◆ **REQUIREMENT**: In the listing below, count the lines containing the string "junctions". Reply with that number only.

◆ **DATA RECORDS**:
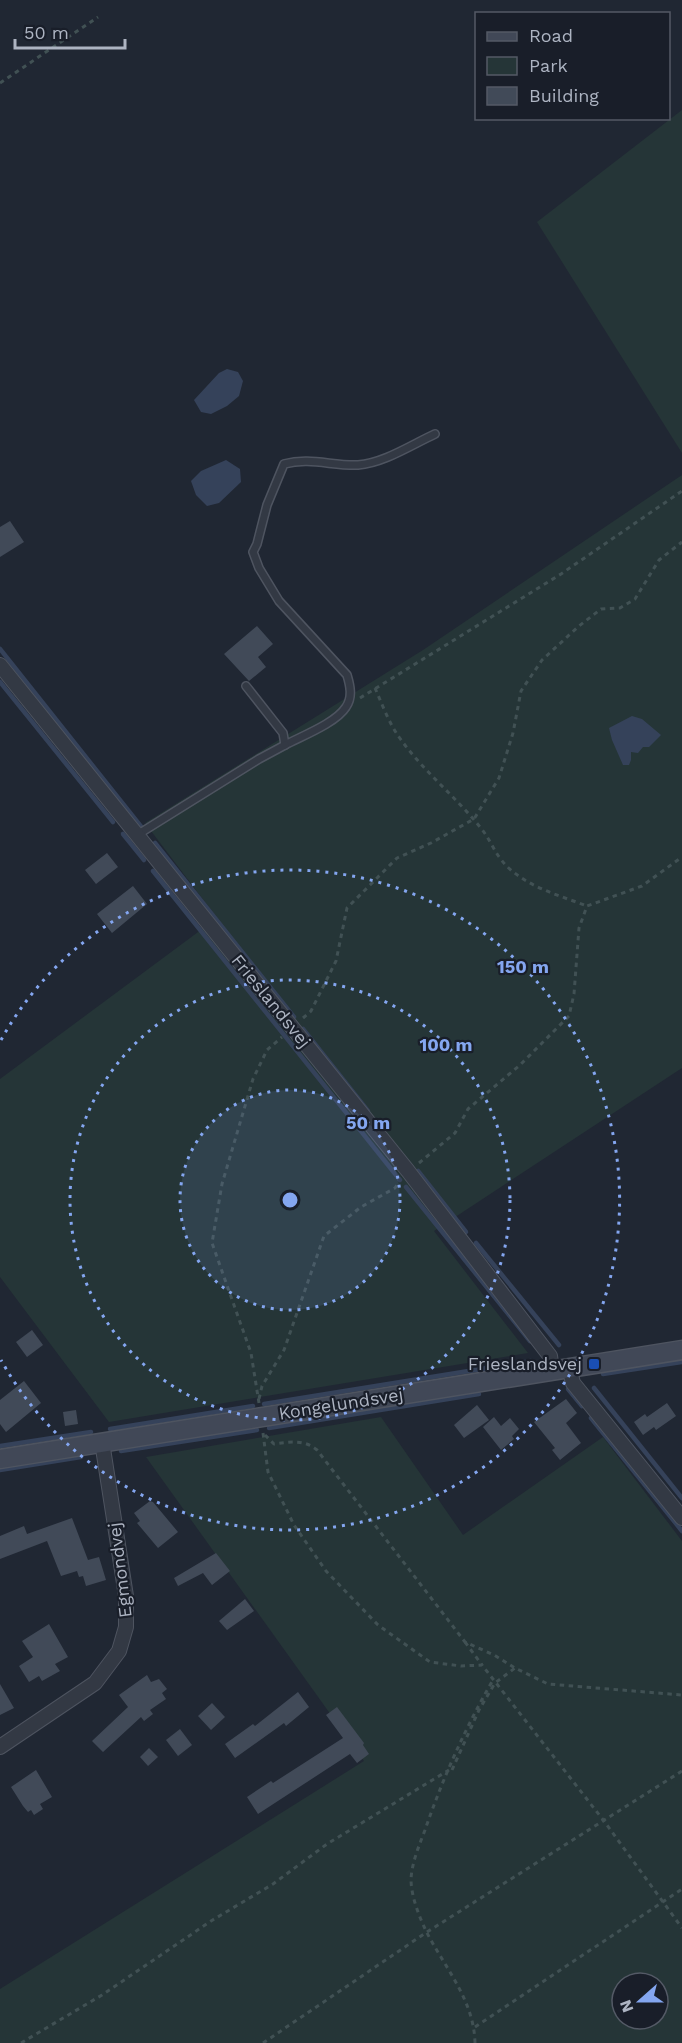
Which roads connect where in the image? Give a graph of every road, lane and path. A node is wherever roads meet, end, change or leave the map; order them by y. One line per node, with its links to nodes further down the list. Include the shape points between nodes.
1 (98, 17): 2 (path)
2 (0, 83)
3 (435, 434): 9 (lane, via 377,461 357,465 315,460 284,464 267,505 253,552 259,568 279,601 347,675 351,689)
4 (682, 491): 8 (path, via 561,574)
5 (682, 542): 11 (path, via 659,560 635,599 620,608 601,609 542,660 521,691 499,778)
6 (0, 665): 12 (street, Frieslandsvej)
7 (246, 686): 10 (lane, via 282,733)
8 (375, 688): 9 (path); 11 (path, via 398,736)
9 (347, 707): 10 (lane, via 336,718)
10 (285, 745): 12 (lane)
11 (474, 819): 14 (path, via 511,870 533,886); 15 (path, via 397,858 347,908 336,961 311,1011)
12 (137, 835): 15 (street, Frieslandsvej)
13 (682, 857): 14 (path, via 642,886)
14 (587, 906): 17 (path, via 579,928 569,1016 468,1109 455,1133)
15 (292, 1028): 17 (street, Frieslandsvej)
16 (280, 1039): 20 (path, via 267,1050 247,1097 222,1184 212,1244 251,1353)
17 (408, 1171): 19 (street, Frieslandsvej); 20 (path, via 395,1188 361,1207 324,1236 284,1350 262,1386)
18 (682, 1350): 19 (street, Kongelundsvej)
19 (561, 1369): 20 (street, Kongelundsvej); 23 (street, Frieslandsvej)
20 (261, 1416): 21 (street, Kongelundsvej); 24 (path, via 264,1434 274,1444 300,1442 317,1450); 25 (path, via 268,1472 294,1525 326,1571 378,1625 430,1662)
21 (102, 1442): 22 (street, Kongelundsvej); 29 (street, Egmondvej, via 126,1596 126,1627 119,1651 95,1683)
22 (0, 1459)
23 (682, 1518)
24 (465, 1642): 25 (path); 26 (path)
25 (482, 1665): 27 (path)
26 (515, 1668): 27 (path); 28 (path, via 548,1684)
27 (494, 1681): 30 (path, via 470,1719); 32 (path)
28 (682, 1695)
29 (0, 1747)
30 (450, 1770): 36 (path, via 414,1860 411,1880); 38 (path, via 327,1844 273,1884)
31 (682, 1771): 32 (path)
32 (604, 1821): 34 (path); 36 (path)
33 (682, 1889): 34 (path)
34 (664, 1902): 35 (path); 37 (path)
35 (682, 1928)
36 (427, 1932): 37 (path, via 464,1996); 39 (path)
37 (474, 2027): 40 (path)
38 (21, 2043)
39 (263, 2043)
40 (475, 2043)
* * *
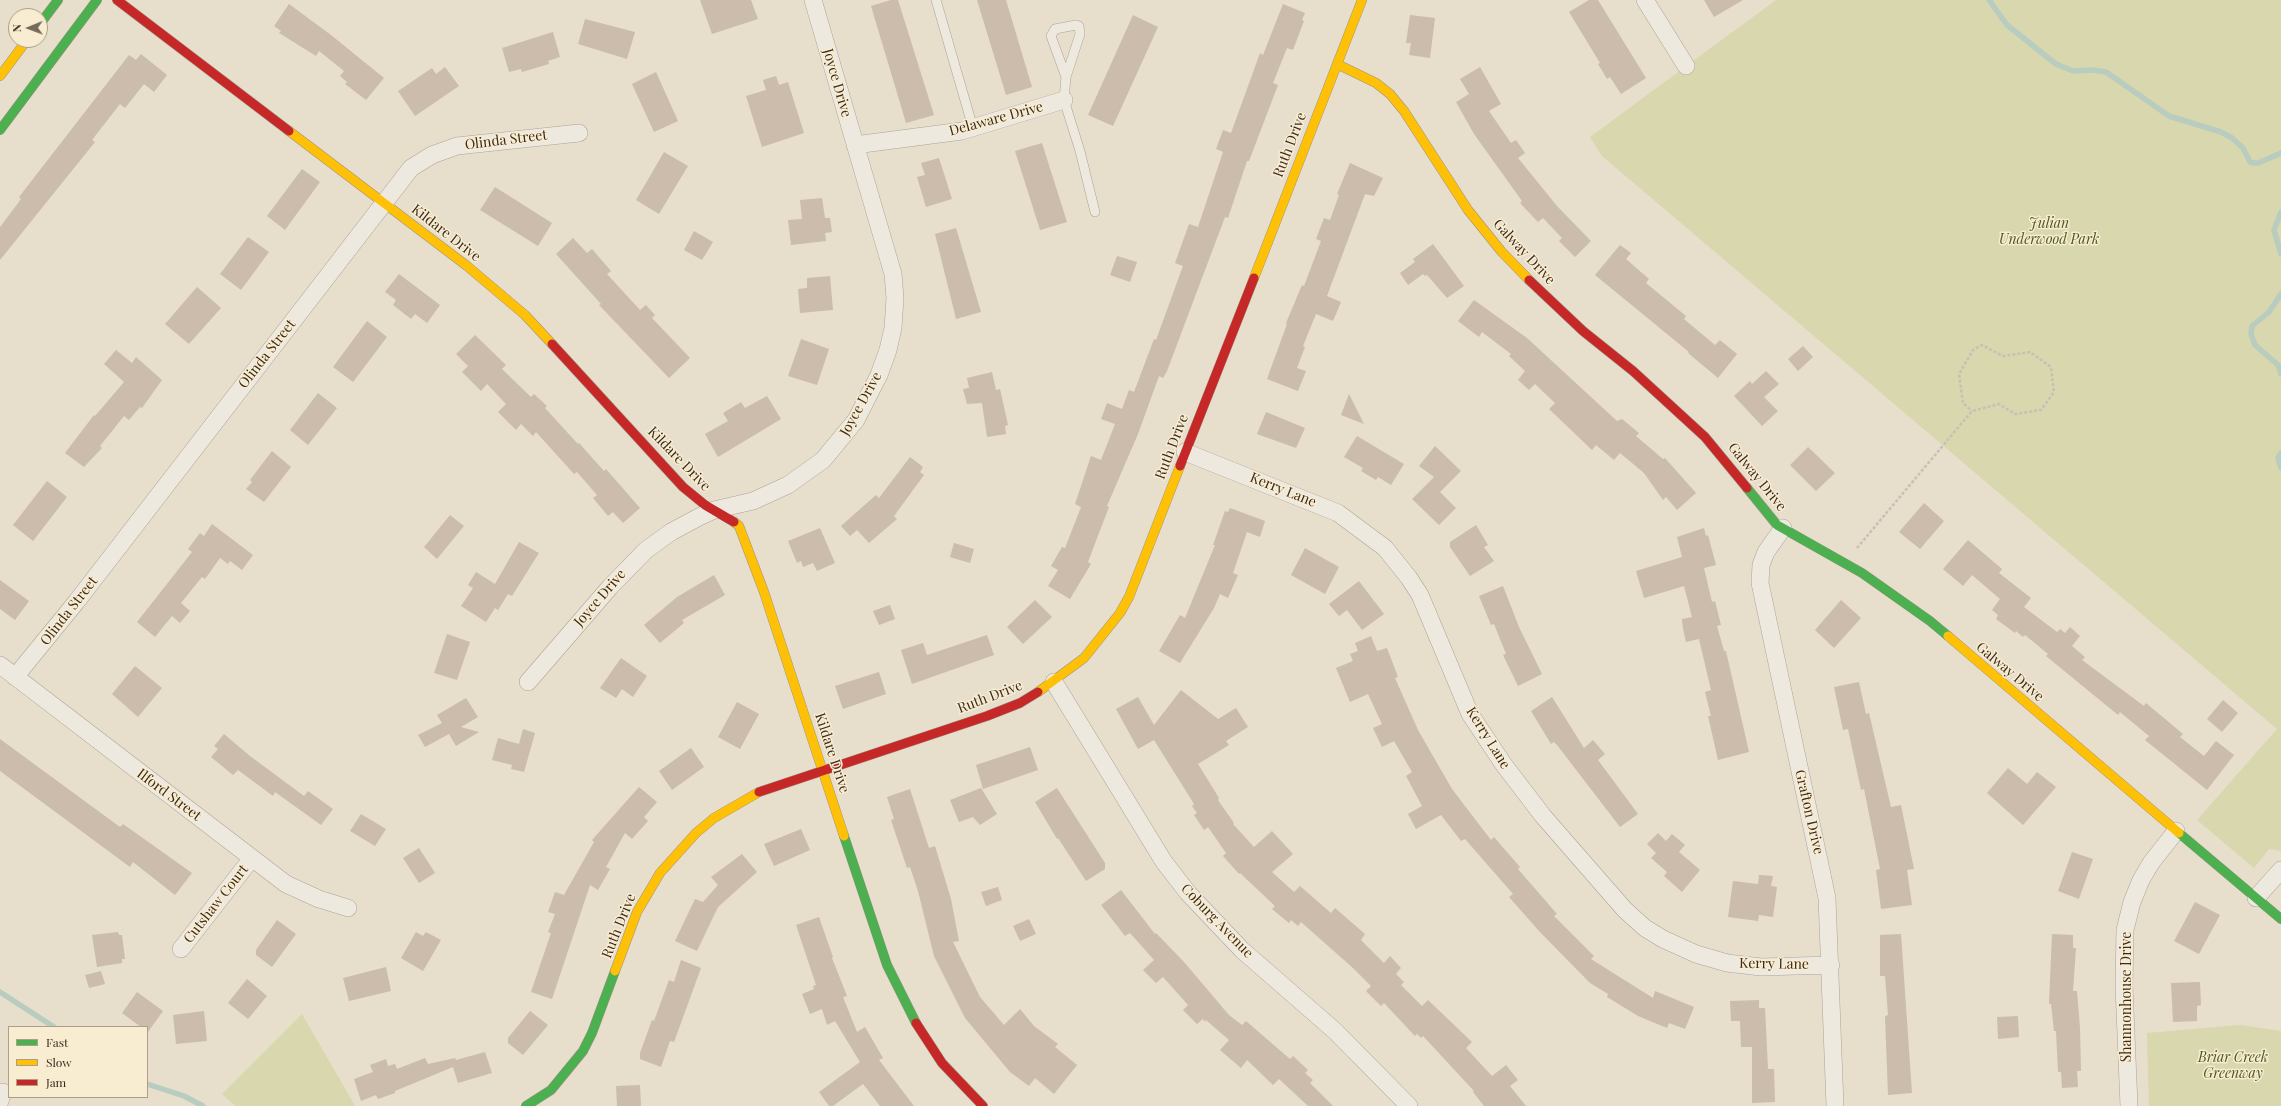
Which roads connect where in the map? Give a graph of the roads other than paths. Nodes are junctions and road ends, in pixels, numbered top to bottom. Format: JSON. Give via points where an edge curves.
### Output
---
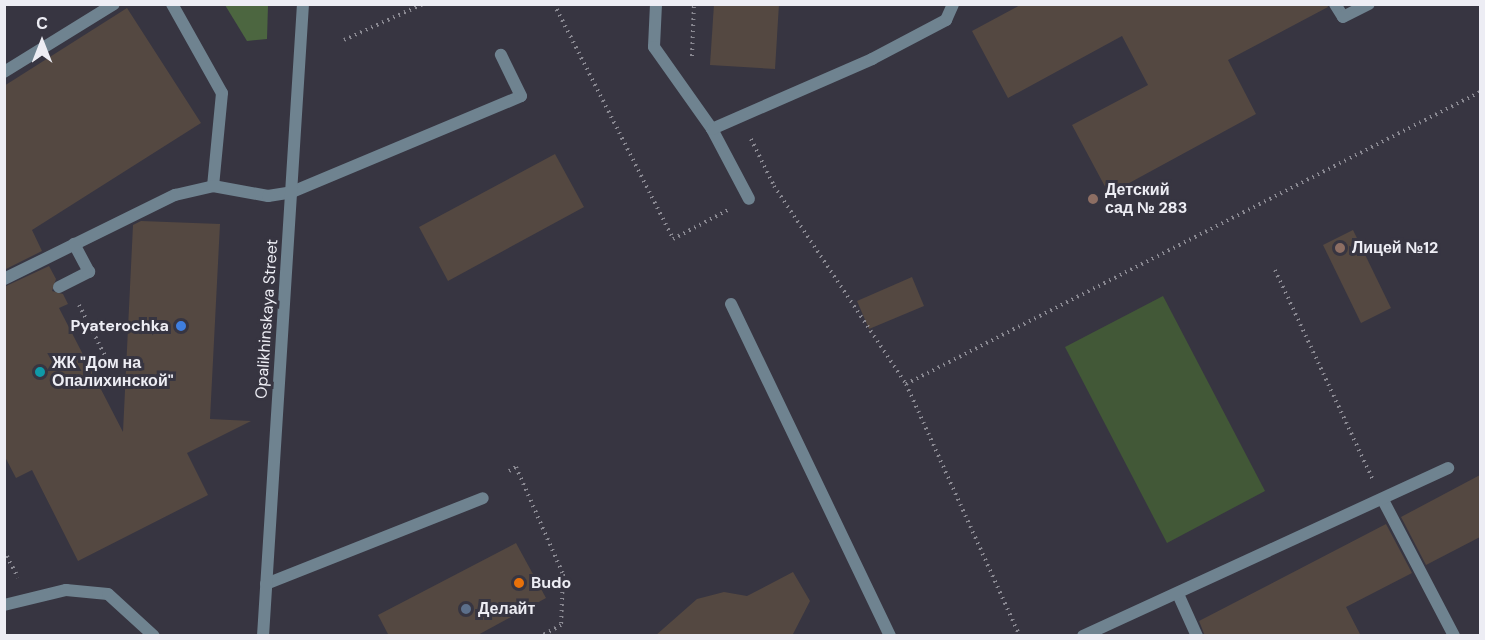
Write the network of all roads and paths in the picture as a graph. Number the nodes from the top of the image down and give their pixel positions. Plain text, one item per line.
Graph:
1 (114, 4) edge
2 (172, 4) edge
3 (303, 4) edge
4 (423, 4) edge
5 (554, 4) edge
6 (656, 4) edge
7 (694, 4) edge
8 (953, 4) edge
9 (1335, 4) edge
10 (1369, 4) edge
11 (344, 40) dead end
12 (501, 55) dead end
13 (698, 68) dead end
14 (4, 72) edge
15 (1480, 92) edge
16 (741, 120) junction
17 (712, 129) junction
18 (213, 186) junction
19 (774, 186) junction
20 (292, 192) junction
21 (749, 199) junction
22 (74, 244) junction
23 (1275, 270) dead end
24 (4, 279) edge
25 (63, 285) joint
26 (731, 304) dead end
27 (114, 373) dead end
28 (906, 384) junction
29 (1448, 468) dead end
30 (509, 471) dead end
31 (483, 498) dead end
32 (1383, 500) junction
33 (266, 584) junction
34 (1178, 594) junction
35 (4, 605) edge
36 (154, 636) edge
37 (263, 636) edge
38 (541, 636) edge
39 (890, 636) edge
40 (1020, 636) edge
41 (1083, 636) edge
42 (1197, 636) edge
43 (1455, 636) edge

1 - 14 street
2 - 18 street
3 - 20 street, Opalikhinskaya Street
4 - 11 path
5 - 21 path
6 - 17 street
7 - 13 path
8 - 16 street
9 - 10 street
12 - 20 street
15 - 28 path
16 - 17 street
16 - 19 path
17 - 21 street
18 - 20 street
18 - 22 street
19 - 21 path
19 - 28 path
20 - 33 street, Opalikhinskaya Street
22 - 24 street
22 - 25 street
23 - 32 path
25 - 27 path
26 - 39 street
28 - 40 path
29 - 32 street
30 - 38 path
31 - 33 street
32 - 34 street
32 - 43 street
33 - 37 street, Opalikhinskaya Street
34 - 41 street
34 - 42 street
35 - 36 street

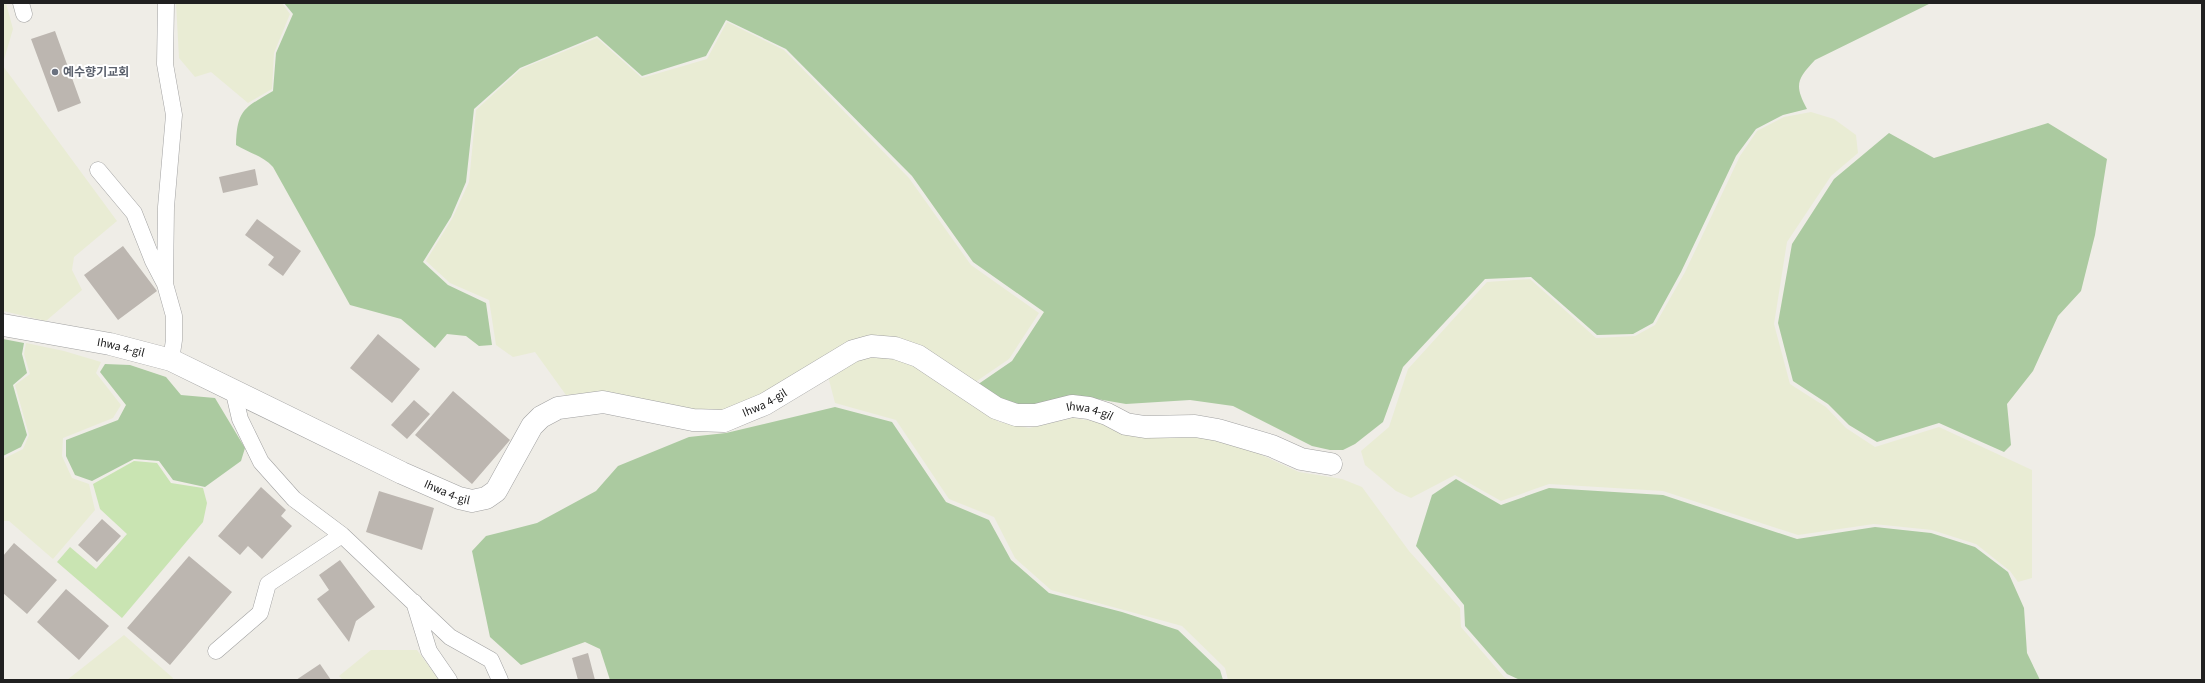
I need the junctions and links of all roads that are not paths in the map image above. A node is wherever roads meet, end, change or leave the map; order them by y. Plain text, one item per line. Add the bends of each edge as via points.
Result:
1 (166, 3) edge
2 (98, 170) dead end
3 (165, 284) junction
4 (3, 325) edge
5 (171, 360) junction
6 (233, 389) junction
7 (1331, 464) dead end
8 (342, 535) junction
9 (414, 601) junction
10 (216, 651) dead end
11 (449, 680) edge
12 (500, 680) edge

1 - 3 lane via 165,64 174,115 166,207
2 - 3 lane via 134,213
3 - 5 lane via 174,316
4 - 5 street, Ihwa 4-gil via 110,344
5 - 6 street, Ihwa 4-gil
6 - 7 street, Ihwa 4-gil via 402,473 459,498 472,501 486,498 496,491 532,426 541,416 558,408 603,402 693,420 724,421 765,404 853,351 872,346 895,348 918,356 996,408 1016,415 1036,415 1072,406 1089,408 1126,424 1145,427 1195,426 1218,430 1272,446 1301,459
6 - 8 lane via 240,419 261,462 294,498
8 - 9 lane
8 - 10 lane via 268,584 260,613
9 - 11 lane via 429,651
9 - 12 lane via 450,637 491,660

◆ **SOLUTION TO THE PROBLEM**: 2